Saved entries:

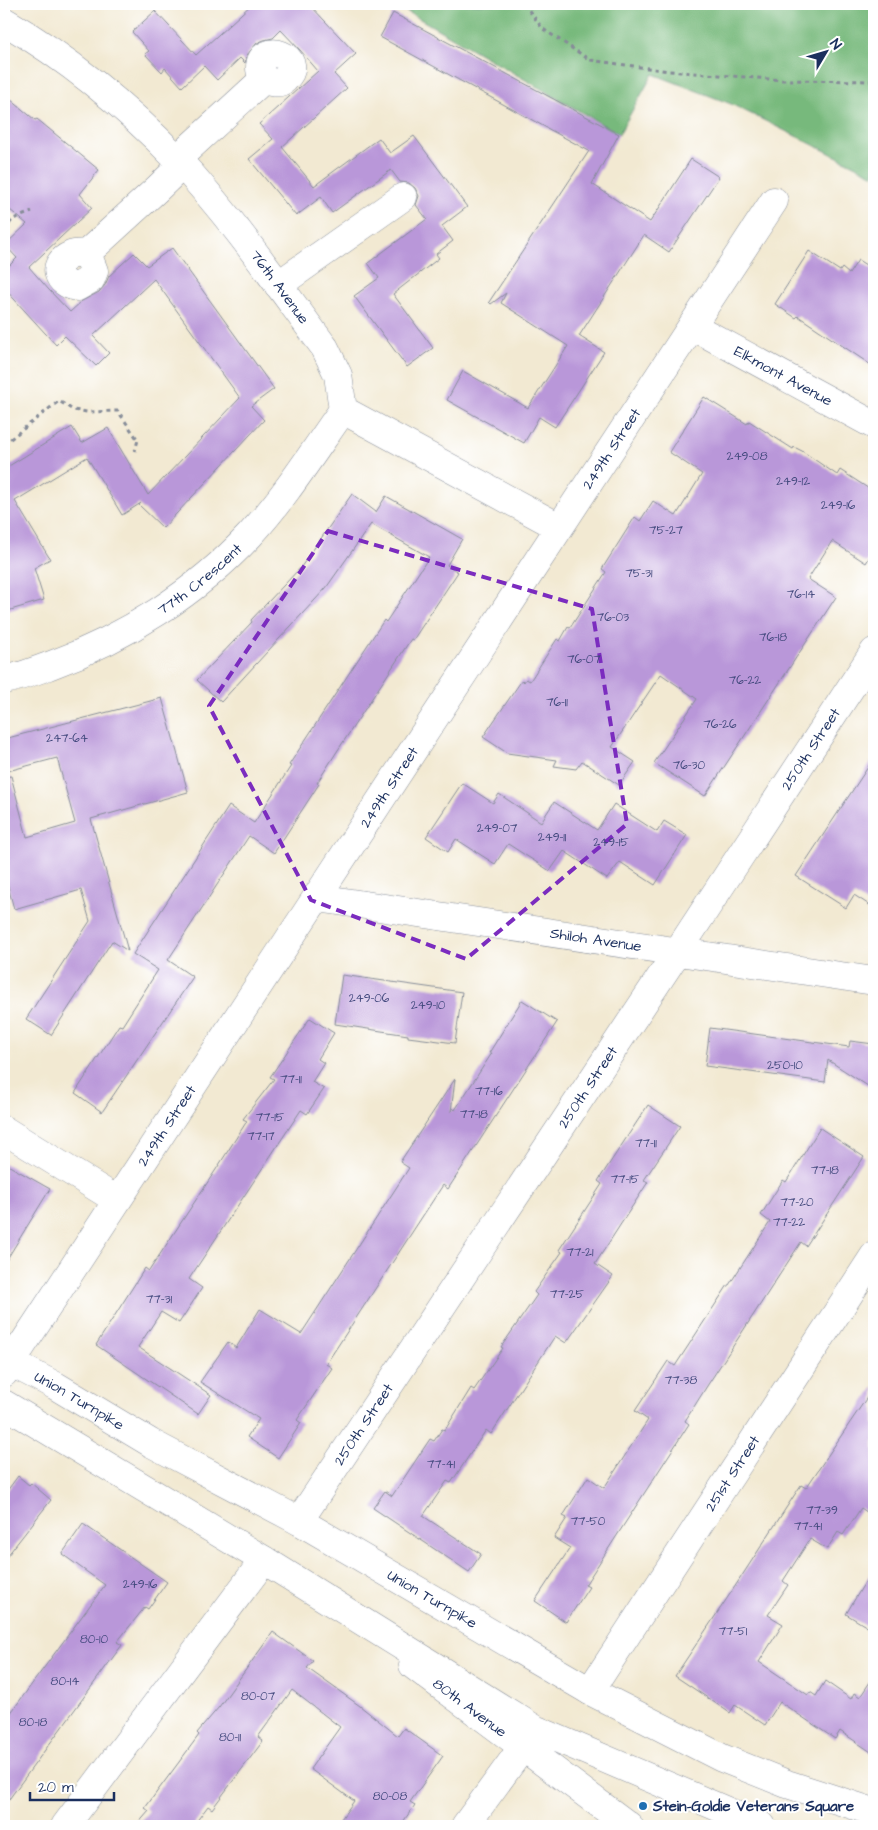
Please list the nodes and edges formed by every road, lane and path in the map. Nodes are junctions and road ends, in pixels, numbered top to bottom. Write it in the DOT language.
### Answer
graph roads {
  1 [pos="524,4"];
  2 [pos="4,21"];
  3 [pos="263,80"];
  4 [pos="874,82"];
  5 [pos="179,162"];
  6 [pos="404,197"];
  7 [pos="774,201"];
  8 [pos="32,212"];
  9 [pos="4,230"];
  10 [pos="87,253"];
  11 [pos="278,286"];
  12 [pos="692,326"];
  13 [pos="343,410"];
  14 [pos="874,424"];
  15 [pos="4,444"];
  16 [pos="136,450"];
  17 [pos="559,527"];
  18 [pos="874,652"];
  19 [pos="4,680"];
  20 [pos="318,898"];
  21 [pos="678,951"];
  22 [pos="874,981"];
  23 [pos="4,1130"];
  24 [pos="117,1200"];
  25 [pos="874,1256"];
  26 [pos="6,1365"];
  27 [pos="4,1404"];
  28 [pos="299,1521"];
  29 [pos="264,1560"];
  30 [pos="590,1691"];
  31 [pos="529,1738"];
  32 [pos="874,1812"];
  33 [pos="65,1826"];
  34 [pos="465,1826"];
  35 [pos="629,1826"];
  36 [pos="762,1826"];
  1 -- 4 [label="path"];
  2 -- 5 [label="street, 76th Avenue"];
  3 -- 5 [label="street"];
  5 -- 10 [label="street"];
  5 -- 11 [label="street, 76th Avenue"];
  6 -- 11 [label="street"];
  7 -- 12 [label="street, 249th Street"];
  8 -- 9 [label="path"];
  11 -- 13 [label="street, 76th Avenue"];
  12 -- 14 [label="street, Elkmont Avenue"];
  12 -- 17 [label="street, 249th Street"];
  13 -- 17 [label="street"];
  13 -- 19 [label="street, 77th Crescent"];
  15 -- 16 [label="path"];
  17 -- 20 [label="street, 249th Street"];
  18 -- 21 [label="street, 250th Street"];
  20 -- 21 [label="street, Shiloh Avenue"];
  20 -- 24 [label="street, 249th Street"];
  21 -- 22 [label="street, Shiloh Avenue"];
  21 -- 28 [label="street, 250th Street"];
  23 -- 24 [label="street"];
  24 -- 26 [label="street, 249th Street"];
  25 -- 30 [label="street, 251st Street"];
  26 -- 28 [label="street, Union Turnpike"];
  27 -- 29 [label="street"];
  28 -- 30 [label="street, Union Turnpike"];
  29 -- 31 [label="street"];
  29 -- 33 [label="street"];
  30 -- 32 [label="street, Union Turnpike"];
  31 -- 34 [label="street"];
  31 -- 35 [label="street, 80th Avenue"];
  31 -- 36 [label="street"];
}
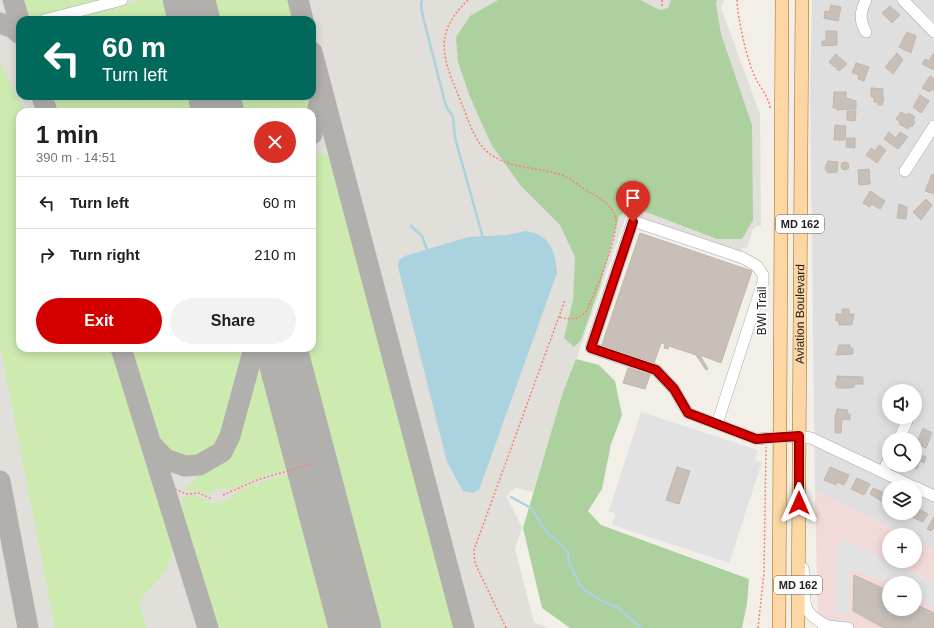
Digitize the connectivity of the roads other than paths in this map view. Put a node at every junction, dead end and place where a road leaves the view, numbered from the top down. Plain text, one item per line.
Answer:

> **Task brief**
Each line above that contains the word "every" should be returned.

> **Answer to this exercise**
Please list the nodes and edges formed by every road, lane and path in the map. Nodes are junctions and road ends, in pixels, numbered top to bottom. Write it in the DOT language.
Digitize the connectivity of the roads other than paths in this map view. Put a node at every junction, dead end and place where a road leaves the view, numbered from the top down. Plain text, one item per line.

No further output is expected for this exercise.